NEW DELHI (Fox News) – India's energy crisis cascaded over half the country Tuesday when three of its regional grids collapsed, leaving 620 million people without government-supplied electricity for hours in, by far, the world's biggest blackout.
Hundreds of trains stalled across the country and traffic lights went out, causing widespread traffic jams in New Delhi. Electric crematoria stopped operating, some with bodies half burnt, power officials said.
Two hundred workers were stranded in three coal mines in West Bengal when the blackout cut off electricity to elevators in their underground pits, a mining company official told The Times of India.
"We are waiting for the restoration of power to bring them up through the lifts, but there is no threat to their lives or any reason to panic," Nildari Roy, a senior official at the mines' operator, Eastern Coalfields Limited, told The Times of India.
The massive failure -- a day after a similar, but smaller power failure -- has raised serious concerns about India's outdated infrastructure and the government's inability to meet its huge appetite for energy as the country aspires to become a regional economic superpower. The power failure affected people across 20 of India's 28 states -- about double the population of the United States.
Power Minister Sushil Kumar Shinde blamed the new crisis on states taking more than their allotted share of electricity.
"Everyone overdraws from the grid. Just this morning I held a meeting with power officials from the states and I gave directions that states that overdraw should be punished. We have given instructions that their power supply could be cut," he told reporters.
The Bharatiya Janata Party criticized the government saying the outage shows complete mismanagement as well as policy failure, The Times of India reports.
"It is a huge failure of the management in the power sector by the UPA government," Prakash Javadekar, a BJP spokesman, told the Times of India.
"There failure is twin failure. It is management failure as well as the police failure," he said.
Javadekar also called for an apology from the prime minister and power minister, the news station reports.

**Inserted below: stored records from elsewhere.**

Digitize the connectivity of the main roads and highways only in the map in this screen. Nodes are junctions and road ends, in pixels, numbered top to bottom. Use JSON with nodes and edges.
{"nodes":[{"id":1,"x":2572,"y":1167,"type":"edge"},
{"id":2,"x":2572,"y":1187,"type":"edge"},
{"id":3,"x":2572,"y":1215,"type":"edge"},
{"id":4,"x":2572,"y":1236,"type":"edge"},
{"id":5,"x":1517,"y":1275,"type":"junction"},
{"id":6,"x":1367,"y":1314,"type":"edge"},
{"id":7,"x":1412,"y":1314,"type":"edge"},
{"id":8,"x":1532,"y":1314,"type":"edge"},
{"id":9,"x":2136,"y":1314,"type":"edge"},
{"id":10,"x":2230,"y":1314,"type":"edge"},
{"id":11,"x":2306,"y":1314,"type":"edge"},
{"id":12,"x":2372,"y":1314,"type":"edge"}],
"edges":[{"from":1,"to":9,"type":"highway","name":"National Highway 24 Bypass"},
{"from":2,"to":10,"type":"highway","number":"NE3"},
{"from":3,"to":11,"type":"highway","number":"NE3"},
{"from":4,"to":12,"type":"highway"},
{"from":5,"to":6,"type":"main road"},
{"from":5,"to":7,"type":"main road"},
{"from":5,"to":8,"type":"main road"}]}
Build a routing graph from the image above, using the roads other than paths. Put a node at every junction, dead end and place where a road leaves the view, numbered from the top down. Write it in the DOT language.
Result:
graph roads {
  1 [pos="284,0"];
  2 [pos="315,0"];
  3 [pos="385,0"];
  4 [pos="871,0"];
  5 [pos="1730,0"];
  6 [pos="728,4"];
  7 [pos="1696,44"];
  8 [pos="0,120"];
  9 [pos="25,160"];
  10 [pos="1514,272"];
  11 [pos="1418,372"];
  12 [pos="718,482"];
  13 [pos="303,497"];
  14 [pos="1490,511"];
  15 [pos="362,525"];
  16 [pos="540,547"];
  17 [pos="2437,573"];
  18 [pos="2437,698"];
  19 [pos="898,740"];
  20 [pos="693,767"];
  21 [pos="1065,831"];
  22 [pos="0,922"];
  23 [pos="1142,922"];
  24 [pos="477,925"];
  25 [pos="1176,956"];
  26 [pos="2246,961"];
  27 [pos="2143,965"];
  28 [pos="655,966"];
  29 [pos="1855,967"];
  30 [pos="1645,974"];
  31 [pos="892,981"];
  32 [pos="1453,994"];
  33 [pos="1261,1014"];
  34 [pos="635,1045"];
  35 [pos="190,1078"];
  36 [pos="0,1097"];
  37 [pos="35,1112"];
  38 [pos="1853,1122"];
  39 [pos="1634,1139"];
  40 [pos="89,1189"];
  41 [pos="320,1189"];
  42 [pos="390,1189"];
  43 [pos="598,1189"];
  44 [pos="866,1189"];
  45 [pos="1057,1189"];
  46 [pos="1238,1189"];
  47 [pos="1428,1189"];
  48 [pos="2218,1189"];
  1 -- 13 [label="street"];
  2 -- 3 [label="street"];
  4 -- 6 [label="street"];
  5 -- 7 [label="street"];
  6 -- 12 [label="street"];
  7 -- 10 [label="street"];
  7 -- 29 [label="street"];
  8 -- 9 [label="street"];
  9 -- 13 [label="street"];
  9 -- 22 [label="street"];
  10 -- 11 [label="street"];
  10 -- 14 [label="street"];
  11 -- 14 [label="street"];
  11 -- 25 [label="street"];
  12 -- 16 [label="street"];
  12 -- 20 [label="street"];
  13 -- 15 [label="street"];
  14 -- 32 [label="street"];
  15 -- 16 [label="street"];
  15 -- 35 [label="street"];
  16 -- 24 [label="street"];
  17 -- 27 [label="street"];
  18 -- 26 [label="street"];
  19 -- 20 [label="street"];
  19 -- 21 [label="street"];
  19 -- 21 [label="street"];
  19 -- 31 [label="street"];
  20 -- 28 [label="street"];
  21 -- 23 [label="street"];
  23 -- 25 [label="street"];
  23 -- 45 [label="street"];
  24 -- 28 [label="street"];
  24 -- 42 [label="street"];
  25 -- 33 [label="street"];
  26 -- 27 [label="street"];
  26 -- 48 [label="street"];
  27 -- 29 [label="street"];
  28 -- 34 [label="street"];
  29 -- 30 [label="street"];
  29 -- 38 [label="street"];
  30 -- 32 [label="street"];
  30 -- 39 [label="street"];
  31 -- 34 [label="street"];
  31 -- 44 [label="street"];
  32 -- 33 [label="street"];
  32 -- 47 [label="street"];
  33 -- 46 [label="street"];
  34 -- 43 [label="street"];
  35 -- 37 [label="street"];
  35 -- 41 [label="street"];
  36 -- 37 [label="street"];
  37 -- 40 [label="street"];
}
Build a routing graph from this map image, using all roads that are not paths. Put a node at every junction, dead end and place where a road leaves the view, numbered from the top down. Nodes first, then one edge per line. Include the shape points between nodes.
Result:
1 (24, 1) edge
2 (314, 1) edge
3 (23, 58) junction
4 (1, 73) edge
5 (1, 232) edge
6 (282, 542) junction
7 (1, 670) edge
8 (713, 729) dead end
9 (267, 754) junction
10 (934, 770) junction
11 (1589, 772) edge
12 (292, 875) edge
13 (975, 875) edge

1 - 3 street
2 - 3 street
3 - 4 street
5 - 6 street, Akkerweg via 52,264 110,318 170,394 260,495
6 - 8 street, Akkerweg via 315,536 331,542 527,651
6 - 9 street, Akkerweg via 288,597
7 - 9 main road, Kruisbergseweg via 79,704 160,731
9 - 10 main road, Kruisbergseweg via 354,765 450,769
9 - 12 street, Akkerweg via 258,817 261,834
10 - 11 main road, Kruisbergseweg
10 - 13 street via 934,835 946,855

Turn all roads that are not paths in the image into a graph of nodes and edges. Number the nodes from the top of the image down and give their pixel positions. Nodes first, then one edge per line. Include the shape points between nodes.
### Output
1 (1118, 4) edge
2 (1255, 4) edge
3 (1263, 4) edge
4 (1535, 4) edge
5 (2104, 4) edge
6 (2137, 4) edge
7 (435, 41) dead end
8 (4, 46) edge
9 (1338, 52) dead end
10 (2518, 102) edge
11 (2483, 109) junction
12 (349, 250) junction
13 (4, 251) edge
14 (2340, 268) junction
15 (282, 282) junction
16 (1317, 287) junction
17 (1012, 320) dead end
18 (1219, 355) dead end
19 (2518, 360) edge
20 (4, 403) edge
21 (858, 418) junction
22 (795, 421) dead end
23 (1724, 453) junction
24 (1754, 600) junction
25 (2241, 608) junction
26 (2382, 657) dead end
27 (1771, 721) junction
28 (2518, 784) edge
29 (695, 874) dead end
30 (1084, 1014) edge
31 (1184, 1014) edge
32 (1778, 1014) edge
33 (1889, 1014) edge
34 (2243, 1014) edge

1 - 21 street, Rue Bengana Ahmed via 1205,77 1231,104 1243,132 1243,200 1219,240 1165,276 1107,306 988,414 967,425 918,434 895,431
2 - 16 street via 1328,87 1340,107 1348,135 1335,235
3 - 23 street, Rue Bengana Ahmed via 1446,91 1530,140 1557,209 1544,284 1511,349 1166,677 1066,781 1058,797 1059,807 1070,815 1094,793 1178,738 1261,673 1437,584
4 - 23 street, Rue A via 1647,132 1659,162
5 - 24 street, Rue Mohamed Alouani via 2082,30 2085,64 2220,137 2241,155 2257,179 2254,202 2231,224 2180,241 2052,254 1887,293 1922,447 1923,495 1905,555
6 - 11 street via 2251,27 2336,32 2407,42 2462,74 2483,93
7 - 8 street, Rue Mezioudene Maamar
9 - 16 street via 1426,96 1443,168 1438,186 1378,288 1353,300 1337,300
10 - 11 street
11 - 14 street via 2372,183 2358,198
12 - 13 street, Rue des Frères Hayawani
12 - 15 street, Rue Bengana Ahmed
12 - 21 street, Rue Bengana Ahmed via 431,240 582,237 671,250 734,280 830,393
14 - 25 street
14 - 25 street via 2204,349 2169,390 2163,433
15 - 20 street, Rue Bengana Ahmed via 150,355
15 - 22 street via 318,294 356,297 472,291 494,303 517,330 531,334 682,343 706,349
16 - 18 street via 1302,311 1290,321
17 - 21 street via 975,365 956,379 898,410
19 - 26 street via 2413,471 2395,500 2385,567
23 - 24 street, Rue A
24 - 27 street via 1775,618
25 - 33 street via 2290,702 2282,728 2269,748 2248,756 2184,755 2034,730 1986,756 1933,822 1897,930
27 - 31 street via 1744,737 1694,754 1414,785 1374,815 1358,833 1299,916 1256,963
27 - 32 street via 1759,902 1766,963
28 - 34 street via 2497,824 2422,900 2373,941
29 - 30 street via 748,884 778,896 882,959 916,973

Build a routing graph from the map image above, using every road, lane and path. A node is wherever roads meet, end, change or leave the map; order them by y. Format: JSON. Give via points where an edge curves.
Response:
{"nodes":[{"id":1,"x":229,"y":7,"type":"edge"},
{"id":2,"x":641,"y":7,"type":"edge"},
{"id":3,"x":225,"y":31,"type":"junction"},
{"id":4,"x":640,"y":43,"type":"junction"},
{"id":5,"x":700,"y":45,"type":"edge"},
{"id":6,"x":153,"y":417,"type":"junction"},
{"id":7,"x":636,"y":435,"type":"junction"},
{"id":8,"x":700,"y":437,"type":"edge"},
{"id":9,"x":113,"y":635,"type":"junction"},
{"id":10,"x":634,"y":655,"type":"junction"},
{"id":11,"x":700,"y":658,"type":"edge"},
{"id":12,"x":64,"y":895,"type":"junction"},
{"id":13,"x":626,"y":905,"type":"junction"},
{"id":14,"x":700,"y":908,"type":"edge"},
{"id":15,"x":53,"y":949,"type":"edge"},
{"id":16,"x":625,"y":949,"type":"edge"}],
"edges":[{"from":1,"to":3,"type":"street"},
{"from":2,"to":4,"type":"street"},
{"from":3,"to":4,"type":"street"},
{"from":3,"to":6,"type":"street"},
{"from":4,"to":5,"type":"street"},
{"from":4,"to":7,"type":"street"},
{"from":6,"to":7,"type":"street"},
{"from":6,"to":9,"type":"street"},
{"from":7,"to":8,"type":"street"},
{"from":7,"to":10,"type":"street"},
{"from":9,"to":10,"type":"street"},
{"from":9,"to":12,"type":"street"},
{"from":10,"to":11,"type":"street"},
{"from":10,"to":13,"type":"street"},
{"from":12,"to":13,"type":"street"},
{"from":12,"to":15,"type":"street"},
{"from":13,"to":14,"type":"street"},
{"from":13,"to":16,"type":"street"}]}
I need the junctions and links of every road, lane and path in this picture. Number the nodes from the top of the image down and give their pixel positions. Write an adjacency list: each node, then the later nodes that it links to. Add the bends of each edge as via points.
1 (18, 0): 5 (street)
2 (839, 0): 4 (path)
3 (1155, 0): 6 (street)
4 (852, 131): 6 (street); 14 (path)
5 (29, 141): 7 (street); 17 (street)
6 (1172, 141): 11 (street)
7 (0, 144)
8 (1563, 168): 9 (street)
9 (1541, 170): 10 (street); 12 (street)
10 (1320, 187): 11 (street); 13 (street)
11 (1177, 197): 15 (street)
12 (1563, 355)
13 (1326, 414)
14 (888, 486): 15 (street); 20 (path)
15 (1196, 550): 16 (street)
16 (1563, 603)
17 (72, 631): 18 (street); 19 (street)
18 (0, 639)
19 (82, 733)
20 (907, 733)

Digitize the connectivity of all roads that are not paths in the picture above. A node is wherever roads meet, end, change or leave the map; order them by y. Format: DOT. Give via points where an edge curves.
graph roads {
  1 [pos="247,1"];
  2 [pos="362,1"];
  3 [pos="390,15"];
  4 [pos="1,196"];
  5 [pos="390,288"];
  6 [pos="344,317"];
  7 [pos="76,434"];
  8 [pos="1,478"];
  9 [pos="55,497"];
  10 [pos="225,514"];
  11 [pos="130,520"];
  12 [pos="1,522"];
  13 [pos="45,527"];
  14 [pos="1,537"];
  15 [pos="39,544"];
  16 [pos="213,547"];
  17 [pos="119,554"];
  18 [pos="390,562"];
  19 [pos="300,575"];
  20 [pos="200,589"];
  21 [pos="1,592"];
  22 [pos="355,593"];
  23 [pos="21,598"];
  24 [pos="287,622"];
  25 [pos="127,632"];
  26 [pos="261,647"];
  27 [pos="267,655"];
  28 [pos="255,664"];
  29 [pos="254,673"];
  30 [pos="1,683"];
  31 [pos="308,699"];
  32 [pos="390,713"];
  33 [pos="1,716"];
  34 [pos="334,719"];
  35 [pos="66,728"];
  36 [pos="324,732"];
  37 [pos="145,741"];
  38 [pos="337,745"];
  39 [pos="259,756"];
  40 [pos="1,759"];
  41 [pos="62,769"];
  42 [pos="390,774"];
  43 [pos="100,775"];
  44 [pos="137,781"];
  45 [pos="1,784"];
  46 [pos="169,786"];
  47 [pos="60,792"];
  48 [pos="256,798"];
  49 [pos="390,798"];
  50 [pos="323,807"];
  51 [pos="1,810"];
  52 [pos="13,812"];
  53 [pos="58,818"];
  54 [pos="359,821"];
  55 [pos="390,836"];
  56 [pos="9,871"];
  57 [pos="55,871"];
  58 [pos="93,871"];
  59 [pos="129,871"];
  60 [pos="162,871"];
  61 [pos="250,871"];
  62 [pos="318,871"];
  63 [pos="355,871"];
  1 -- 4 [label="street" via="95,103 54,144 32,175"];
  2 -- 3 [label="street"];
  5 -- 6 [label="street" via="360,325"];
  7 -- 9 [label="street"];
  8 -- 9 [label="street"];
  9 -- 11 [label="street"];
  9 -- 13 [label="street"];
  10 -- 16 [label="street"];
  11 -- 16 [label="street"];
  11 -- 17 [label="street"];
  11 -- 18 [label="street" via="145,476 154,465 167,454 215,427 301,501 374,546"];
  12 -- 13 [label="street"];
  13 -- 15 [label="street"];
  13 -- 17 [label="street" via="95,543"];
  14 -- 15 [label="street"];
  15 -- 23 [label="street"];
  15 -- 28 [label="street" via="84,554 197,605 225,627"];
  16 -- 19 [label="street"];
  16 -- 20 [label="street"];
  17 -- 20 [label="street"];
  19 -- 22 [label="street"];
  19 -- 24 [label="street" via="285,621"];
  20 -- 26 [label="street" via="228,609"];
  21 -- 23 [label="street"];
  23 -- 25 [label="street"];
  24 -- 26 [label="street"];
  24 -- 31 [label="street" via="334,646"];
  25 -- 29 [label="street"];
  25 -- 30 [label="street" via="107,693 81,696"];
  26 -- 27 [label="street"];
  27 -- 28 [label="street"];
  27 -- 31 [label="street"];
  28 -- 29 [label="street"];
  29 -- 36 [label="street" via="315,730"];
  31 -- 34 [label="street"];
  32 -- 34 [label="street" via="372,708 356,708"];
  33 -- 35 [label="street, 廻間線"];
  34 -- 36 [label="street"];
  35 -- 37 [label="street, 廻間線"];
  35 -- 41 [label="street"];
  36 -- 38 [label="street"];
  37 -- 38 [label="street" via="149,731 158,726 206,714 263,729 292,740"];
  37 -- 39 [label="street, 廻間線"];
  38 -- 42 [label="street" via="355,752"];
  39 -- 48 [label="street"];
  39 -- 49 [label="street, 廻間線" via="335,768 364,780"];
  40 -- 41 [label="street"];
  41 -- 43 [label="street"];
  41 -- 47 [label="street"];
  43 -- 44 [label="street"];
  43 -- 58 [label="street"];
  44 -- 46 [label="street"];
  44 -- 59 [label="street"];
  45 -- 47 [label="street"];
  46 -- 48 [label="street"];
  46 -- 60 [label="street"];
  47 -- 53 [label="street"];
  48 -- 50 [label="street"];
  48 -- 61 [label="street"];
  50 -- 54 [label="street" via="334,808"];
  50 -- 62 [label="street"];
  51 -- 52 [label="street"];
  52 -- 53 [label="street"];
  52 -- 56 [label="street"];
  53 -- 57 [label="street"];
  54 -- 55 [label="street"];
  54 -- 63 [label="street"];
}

Prime Minister Shinde said all alternative arrangements have been made but said the country would "still have to wait for some time."
"I have been informed that northern and eastern, both the grids have failed. I have put in all my people at the job. The power grid chairman is working. Now, we are getting power from the western region and some other places," Shinde told The Times of India.
The blackout was unusual in its reach, stretching from the border with Myanmar in the northeast to the Pakistani border about 1,870 miles away. Its impact, however, was softened by Indians' familiarity with frequent blackouts and the widespread use of backup generators for major businesses and key facilities such as hospitals and airports.
Shinde later said power was fully restored in the northeast grid four hours after it went down, and that the east grid had 35 percent power and the north grid 45 percent. R.N. Nayak, chairman of Power Grid Corp., which runs the nation's power system, said he expected to have full power restored later in the evening.
The outages came just a day after India's northern power grid collapsed for several hours. Indian officials managed to restore power several hours later, but at 1:05 p.m. Tuesday the northern grid collapsed again, said Shailendre Dubey, an official at the Uttar Pradesh Power Corp. in India's largest state. About the same time, the eastern grid failed and then the northeastern grid followed, energy officials in those regions said. The grids serve more than half India's population.
In West Bengal, express trains and local electric trains were stopped at stations across the state of West Bengal on the eastern grid. Crowds of people thronged the stations, waiting for any transport to take them to their destinations.
Chief Minister Mamata Banerjee said it would take at least 10 to 12 hours to restore power and asked office workers to go home.
"The situation is very grave. We are doing everything to restore power," West Bengal Power Minister Manish Gupta said.
Workers pumped oxygen into four coal mines in West Bengal's Asansol-Durgapur coal belt, where the power cut left 200 miners trapped underground, said N. Roy, an official with the state-owned Eastern Coalfields Ltd.
Officials were trying to hire heavy-duty generators to get the elevators working again and had asked the trapped miners to use their headlights sparingly in the unlit mine to conserve batteries, he said.
Workers were able to ascend from 10 other mines using backup generators to power the elevators, he said.
New Delhi's Metro rail system, which serves about 1.8 million people a day, immediately shut down for the second day in a row. Police said they managed to evacuate Delhi's busy Rajiv Chowk station in under half an hour before closing the shutters.
S.K. Jain, 54, said he was on his way to file his income tax return when the Metro closed and now would almost certainly miss the deadline.
Tuesday's blackout eclipsed Monday's in India, which spanned territory including 370 million people. The third largest blackout affected 100 million people in Indonesia in 2005, according to reports by The Associated Press.
India's demand for electricity has soared along with its economy in recent years, but utilities have been unable to meet the growing needs. India's Central Electricity Authority reported power deficits of more than 8 percent in recent months.
In some areas, vast amounts of power are pirated through unauthorized wiring that taps into the electrical system.
This year's power deficit was worsened by a weak monsoon that lowered hydroelectric generation and kept temperatures higher, further increasing electricity usage as people seek to cool off.
But any connection to the grid remains a luxury for many. One-third of India's households do not even have electricity to power a light bulb, according to last year's census.